→ **Exercise aim**
Pick out the lines below with "highway" and list them.

________

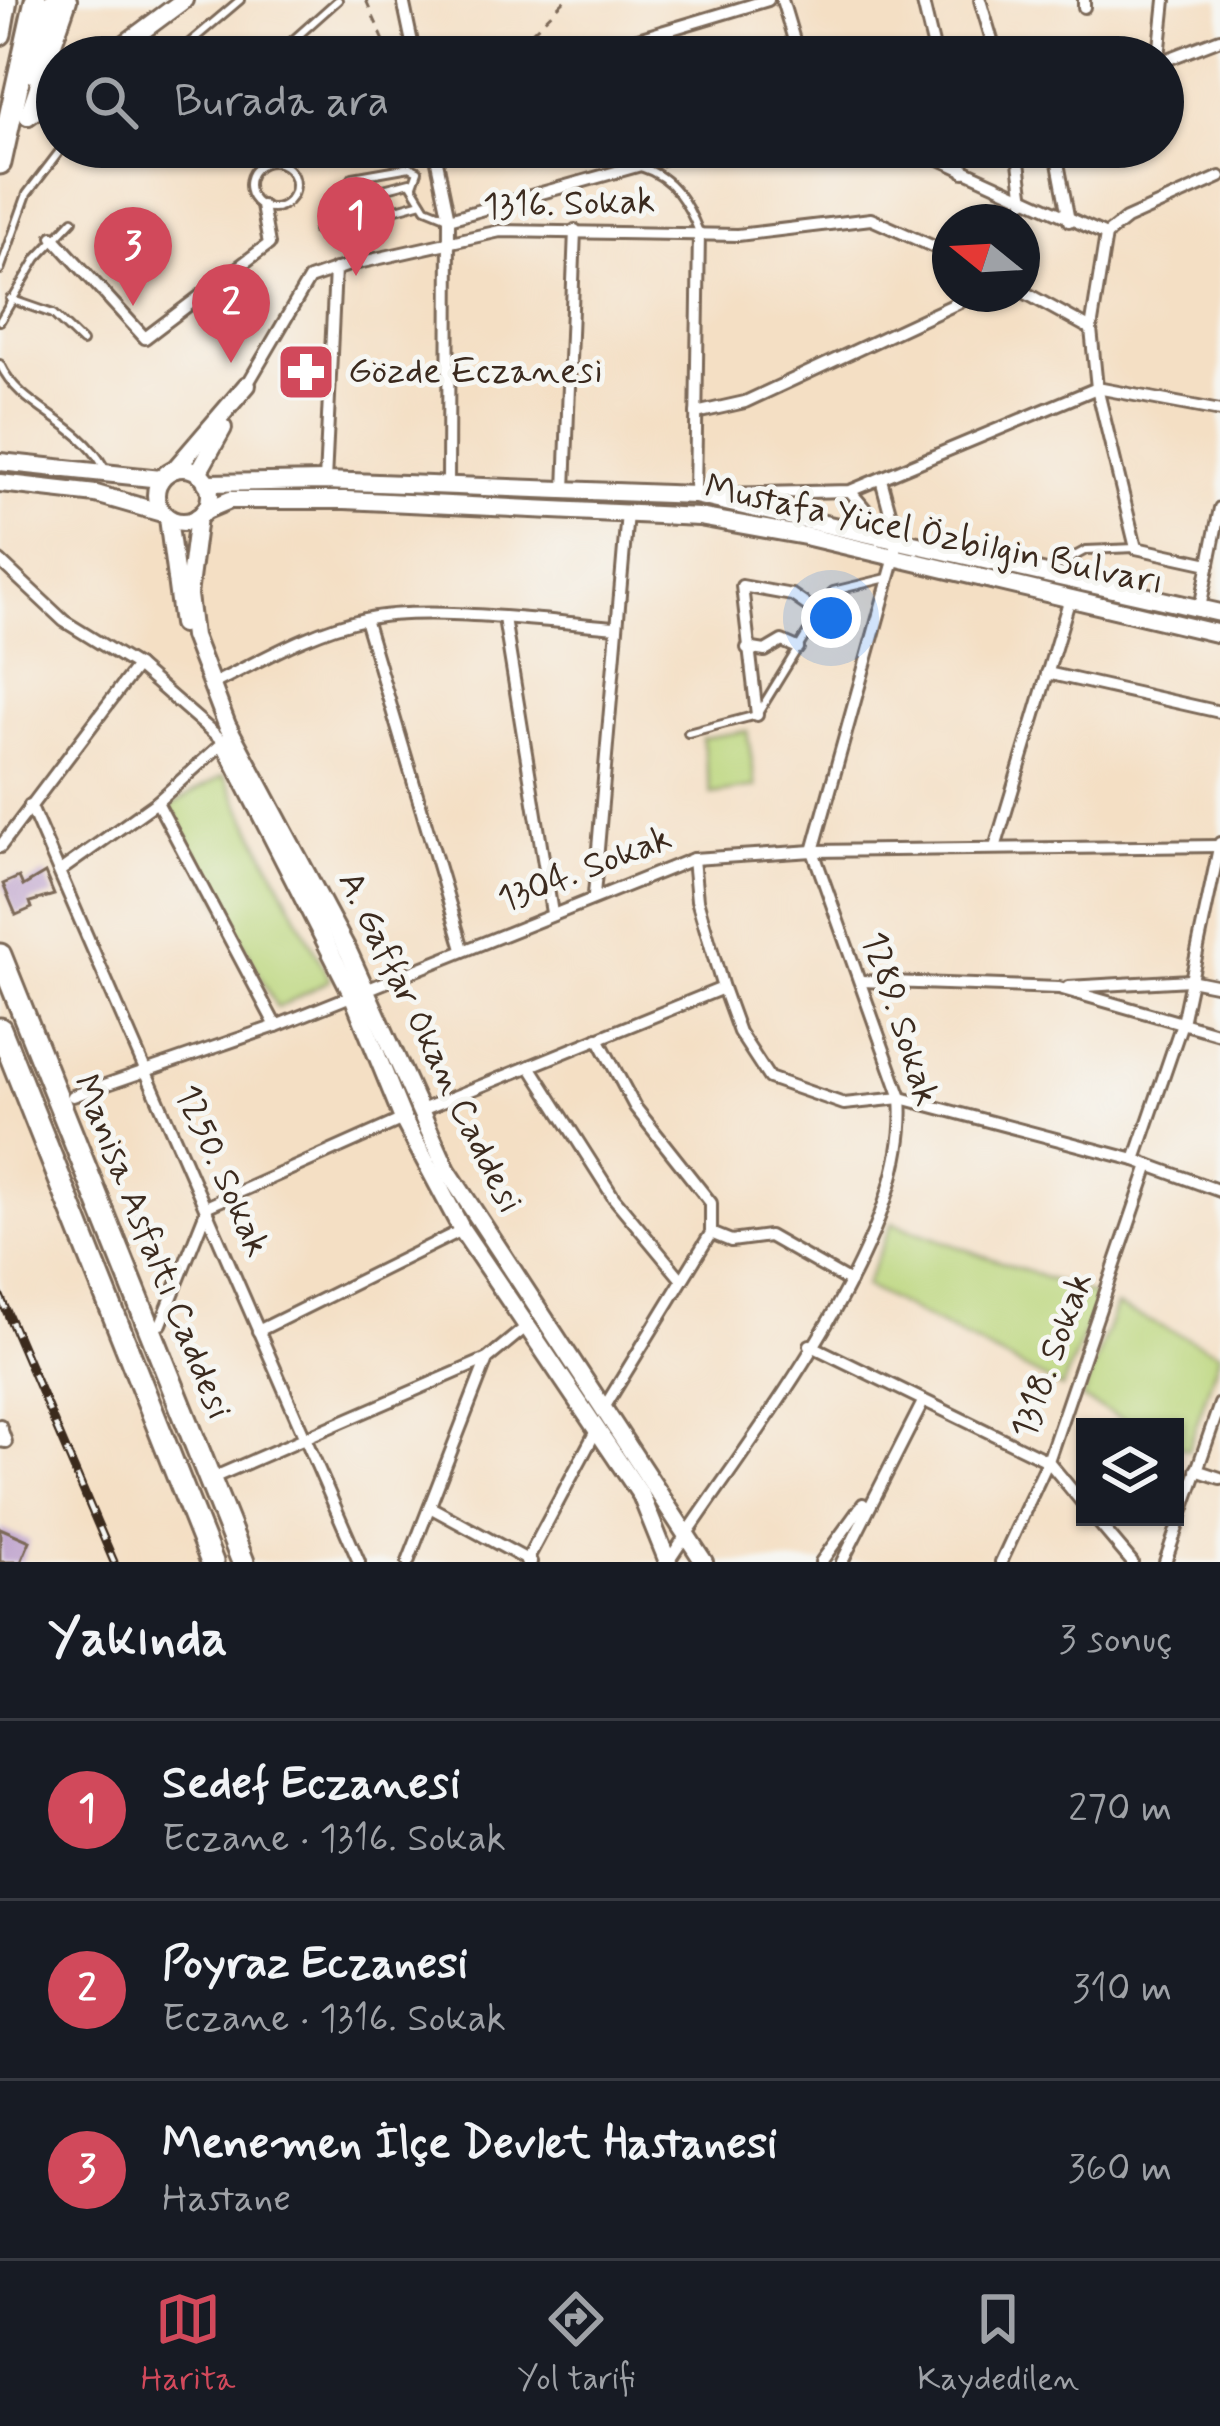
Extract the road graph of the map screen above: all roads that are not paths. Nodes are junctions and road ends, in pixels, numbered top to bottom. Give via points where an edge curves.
1 (5, 0) edge
2 (36, 0) edge
3 (55, 0) edge
4 (68, 0) edge
5 (184, 0) edge
6 (240, 0) edge
7 (338, 0) edge
8 (403, 0) edge
9 (767, 0) edge
10 (782, 0) edge
11 (980, 0) edge
12 (1165, 0) edge
13 (923, 3) edge
14 (0, 34) edge
15 (43, 36) edge
16 (56, 36) edge
17 (135, 36) edge
18 (202, 36) edge
19 (298, 36) edge
20 (411, 36) edge
21 (650, 36) edge
22 (793, 36) edge
23 (931, 36) edge
24 (991, 36) edge
25 (1163, 36) edge
26 (1220, 38) edge
27 (1184, 51) edge
28 (36, 57) edge
29 (36, 93) edge
30 (36, 110) edge
31 (28, 116) junction
32 (10, 134) junction
33 (0, 163) edge
34 (46, 168) edge
35 (257, 168) edge
36 (286, 168) edge
37 (438, 168) edge
38 (636, 168) edge
39 (642, 168) edge
40 (956, 168) edge
41 (963, 168) edge
42 (1020, 168) edge
43 (1059, 168) edge
44 (964, 172) junction
45 (1220, 177) edge
46 (413, 185) junction
47 (1024, 201) junction
48 (333, 202) junction
49 (422, 202) junction
50 (262, 206) junction
51 (449, 218) junction
52 (73, 220) dead end
53 (1069, 220) junction
54 (575, 230) junction
55 (699, 232) junction
56 (1106, 236) junction
57 (53, 237) junction
58 (451, 240) junction
59 (932, 246) edge
60 (335, 269) junction
61 (0, 270) edge
62 (10, 298) junction
63 (1040, 301) edge
64 (938, 312) edge
65 (0, 321) edge
66 (1091, 329) junction
67 (82, 342) dead end
68 (0, 364) edge
69 (247, 385) junction
70 (1097, 388) junction
71 (1220, 411) edge
72 (696, 413) junction
73 (0, 462) edge
74 (168, 474) junction
75 (109, 475) junction
76 (202, 478) junction
77 (881, 479) junction
78 (326, 481) junction
79 (0, 483) edge
80 (448, 484) junction
81 (565, 490) junction
82 (850, 491) junction
83 (695, 495) junction
84 (1220, 508) edge
85 (626, 513) junction
86 (201, 514) junction
87 (165, 515) junction
88 (867, 531) junction
89 (896, 548) junction
90 (1136, 548) junction
91 (0, 561) edge
92 (1209, 564) junction
93 (1046, 572) junction
94 (890, 578) junction
95 (1070, 598) junction
96 (1200, 608) junction
97 (818, 613) junction
98 (1220, 613) edge
99 (504, 618) junction
100 (365, 619) junction
101 (616, 627) junction
102 (1220, 634) edge
103 (747, 648) junction
104 (798, 648) junction
105 (137, 666) junction
106 (1047, 673) junction
107 (211, 685) junction
108 (1220, 712) edge
109 (757, 715) junction
110 (688, 734) dead end
111 (224, 742) junction
112 (157, 802) junction
113 (30, 805) junction
114 (1220, 845) edge
115 (0, 847) edge
116 (995, 848) junction
117 (813, 851) junction
118 (693, 859) junction
119 (59, 871) junction
120 (593, 895) junction
121 (552, 914) junction
122 (463, 949) junction
123 (0, 956) edge
124 (1190, 980) junction
125 (861, 981) junction
126 (1220, 986) edge
127 (723, 988) junction
128 (1059, 988) junction
129 (359, 991) junction
130 (1182, 1023) junction
131 (276, 1026) junction
132 (0, 1029) edge
133 (1220, 1034) edge
134 (598, 1038) junction
135 (530, 1066) junction
136 (143, 1070) junction
137 (73, 1096) dead end
138 (901, 1098) junction
139 (411, 1115) junction
140 (1135, 1160) junction
141 (1149, 1165) junction
142 (1220, 1191) edge
143 (208, 1206) junction
144 (462, 1230) junction
145 (711, 1234) junction
146 (682, 1280) junction
147 (850, 1282) junction
148 (161, 1324) dead end
149 (526, 1328) junction
150 (258, 1331) junction
151 (810, 1345) junction
152 (487, 1359) junction
153 (922, 1404) junction
154 (1220, 1405) edge
155 (604, 1408) junction
156 (0, 1425) edge
157 (597, 1429) junction
158 (304, 1437) junction
159 (0, 1441) edge
160 (1048, 1461) junction
161 (1196, 1470) junction
162 (1220, 1478) edge
163 (210, 1479) junction
164 (876, 1486) junction
165 (1076, 1495) edge
166 (430, 1508) junction
167 (1102, 1526) edge
168 (686, 1535) junction
169 (528, 1561) edge
170 (212, 1562) edge
171 (243, 1562) edge
172 (359, 1562) edge
173 (408, 1562) edge
174 (668, 1562) edge
175 (704, 1562) edge
176 (820, 1562) edge
177 (842, 1562) edge
178 (1001, 1562) edge
179 (1132, 1562) edge
180 (1165, 1562) edge

1 - 14 highway
2 - 32 highway
3 - 15 highway
4 - 16 street
5 - 17 street
6 - 18 lane
7 - 19 lane
8 - 20 street
9 - 21 street
10 - 22 street
11 - 24 street
12 - 25 street
13 - 23 street
26 - 27 street
28 - 32 highway
29 - 31 street
30 - 31 street
31 - 32 street
32 - 33 highway
34 - 61 lane via 26,194
35 - 50 lane via 248,183
36 - 50 lane via 296,184 285,205
37 - 51 street
38 - 51 street
39 - 55 lane via 667,180
40 - 44 street
41 - 44 street
42 - 47 street
43 - 53 street
44 - 47 street
45 - 56 street
46 - 48 lane
46 - 48 lane via 415,168 378,170 353,177
46 - 49 lane
47 - 53 street
48 - 49 lane via 317,231
49 - 51 lane
50 - 57 street via 269,244 145,338
51 - 58 street
52 - 57 lane
53 - 56 street
54 - 55 street, 1316. Sokak
54 - 58 street, 1316. Sokak
54 - 81 street
55 - 59 street, 1316. Sokak via 792,232 871,219
55 - 72 street
56 - 66 street
57 - 62 lane
58 - 60 street, 1316. Sokak
58 - 80 street
60 - 69 street, 1316. Sokak via 309,279
60 - 78 street
62 - 65 lane
62 - 67 lane via 53,314
63 - 66 street
64 - 72 street via 746,402
66 - 70 street
68 - 75 lane via 20,393 88,440
69 - 74 street
69 - 76 street
70 - 71 street
70 - 77 street
70 - 90 street
72 - 83 street
73 - 75 street
74 - 75 street
74 - 76 street
74 - 87 street via 156,496
76 - 78 street, Mustafa Yücel Özbilgin Bulvarı
76 - 86 street
77 - 82 street
77 - 89 street
78 - 80 street, Mustafa Yücel Özbilgin Bulvarı
79 - 87 street via 96,494
80 - 81 street, Mustafa Yücel Özbilgin Bulvarı
81 - 83 street, Mustafa Yücel Özbilgin Bulvarı
82 - 83 street
82 - 88 street via 866,509
83 - 88 street, Mustafa Yücel Özbilgin Bulvarı
84 - 92 street
85 - 86 street, Mustafa Yücel Özbilgin Bulvarı via 230,500
85 - 89 street, Mustafa Yücel Özbilgin Bulvarı
85 - 101 street
86 - 87 street via 184,522
86 - 107 street, A. Gaffar Okan Caddesi via 188,596
87 - 111 street, A. Gaffar Okan Caddesi via 187,647
88 - 89 street, Mustafa Yücel Özbilgin Bulvarı
89 - 93 street, Mustafa Yücel Özbilgin Bulvarı
89 - 94 street
89 - 95 street, Mustafa Yücel Özbilgin Bulvarı
90 - 92 street
90 - 93 lane via 1086,550
91 - 105 street via 64,621
92 - 96 street
93 - 96 street, Mustafa Yücel Özbilgin Bulvarı
94 - 97 lane via 833,591
94 - 117 street
95 - 102 street, Mustafa Yücel Özbilgin Bulvarı
95 - 106 street
96 - 98 street, Mustafa Yücel Özbilgin Bulvarı
97 - 103 street via 791,596 742,586
97 - 104 lane
99 - 100 street
99 - 101 street
99 - 121 street
100 - 107 street
100 - 122 street
101 - 120 street
103 - 104 street via 765,651 782,641
103 - 109 street
104 - 109 lane
105 - 111 street
105 - 113 street
106 - 108 street
106 - 116 street
107 - 129 street, A. Gaffar Okan Caddesi
109 - 110 lane
111 - 112 street
111 - 129 street, A. Gaffar Okan Caddesi
112 - 119 street
112 - 131 street
113 - 115 street
113 - 119 street, 1250. Sokak
114 - 116 street, 1304. Sokak
114 - 124 street
116 - 117 street, 1304. Sokak
117 - 118 street, 1304. Sokak
117 - 125 street, 1289. Sokak
118 - 120 street, 1304. Sokak
118 - 127 street
119 - 136 street, 1250. Sokak
120 - 121 street, 1304. Sokak
121 - 122 street, 1304. Sokak
122 - 129 street, 1304. Sokak
123 - 163 highway, Manisa Asfaltı Caddesi
124 - 126 street
124 - 128 street
124 - 130 street
125 - 128 street
125 - 138 street, 1289. Sokak
127 - 134 street
127 - 138 street via 769,1078 844,1103
128 - 130 street
129 - 131 street, 1304. Sokak
129 - 139 street, A. Gaffar Okan Caddesi
130 - 133 street
130 - 140 street
131 - 136 street, 1304. Sokak
132 - 170 highway, Manisa Asfaltı Caddesi
134 - 135 street
134 - 145 street via 635,1107 711,1203
135 - 139 street
135 - 146 street via 614,1198
136 - 137 street, 1304. Sokak
136 - 143 street, 1250. Sokak
138 - 140 street
138 - 147 street, 1289. Sokak via 896,1169
139 - 143 street
139 - 144 street, A. Gaffar Okan Caddesi
139 - 155 street, A. Gaffar Okan Caddesi
140 - 141 street
141 - 142 street
141 - 160 street, 1318. Sokak
143 - 148 street
143 - 150 street, 1250. Sokak
144 - 149 street, A. Gaffar Okan Caddesi
144 - 150 street
145 - 146 street
145 - 147 street via 731,1241 769,1236
146 - 155 street
147 - 151 street, 1289. Sokak
149 - 152 street
149 - 157 street, A. Gaffar Okan Caddesi
150 - 158 street, 1250. Sokak
151 - 153 street
151 - 168 street, 1289. Sokak
152 - 158 street
152 - 166 street
153 - 160 street
153 - 164 street
154 - 161 street
155 - 168 street, A. Gaffar Okan Caddesi
156 - 159 street via 6,1442
157 - 169 street
157 - 174 street, A. Gaffar Okan Caddesi via 641,1495
158 - 163 street
158 - 172 street, 1250. Sokak
160 - 165 street
160 - 178 street, 1318. Sokak
161 - 162 street
161 - 180 street
163 - 171 highway, Manisa Asfaltı Caddesi
164 - 176 street
164 - 177 street
166 - 169 street
166 - 173 street
167 - 179 street
168 - 174 street, 1289. Sokak
168 - 175 street, A. Gaffar Okan Caddesi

________

→ **Response**
1 - 14 highway
2 - 32 highway
3 - 15 highway
28 - 32 highway
32 - 33 highway
123 - 163 highway, Manisa Asfaltı Caddesi
132 - 170 highway, Manisa Asfaltı Caddesi
163 - 171 highway, Manisa Asfaltı Caddesi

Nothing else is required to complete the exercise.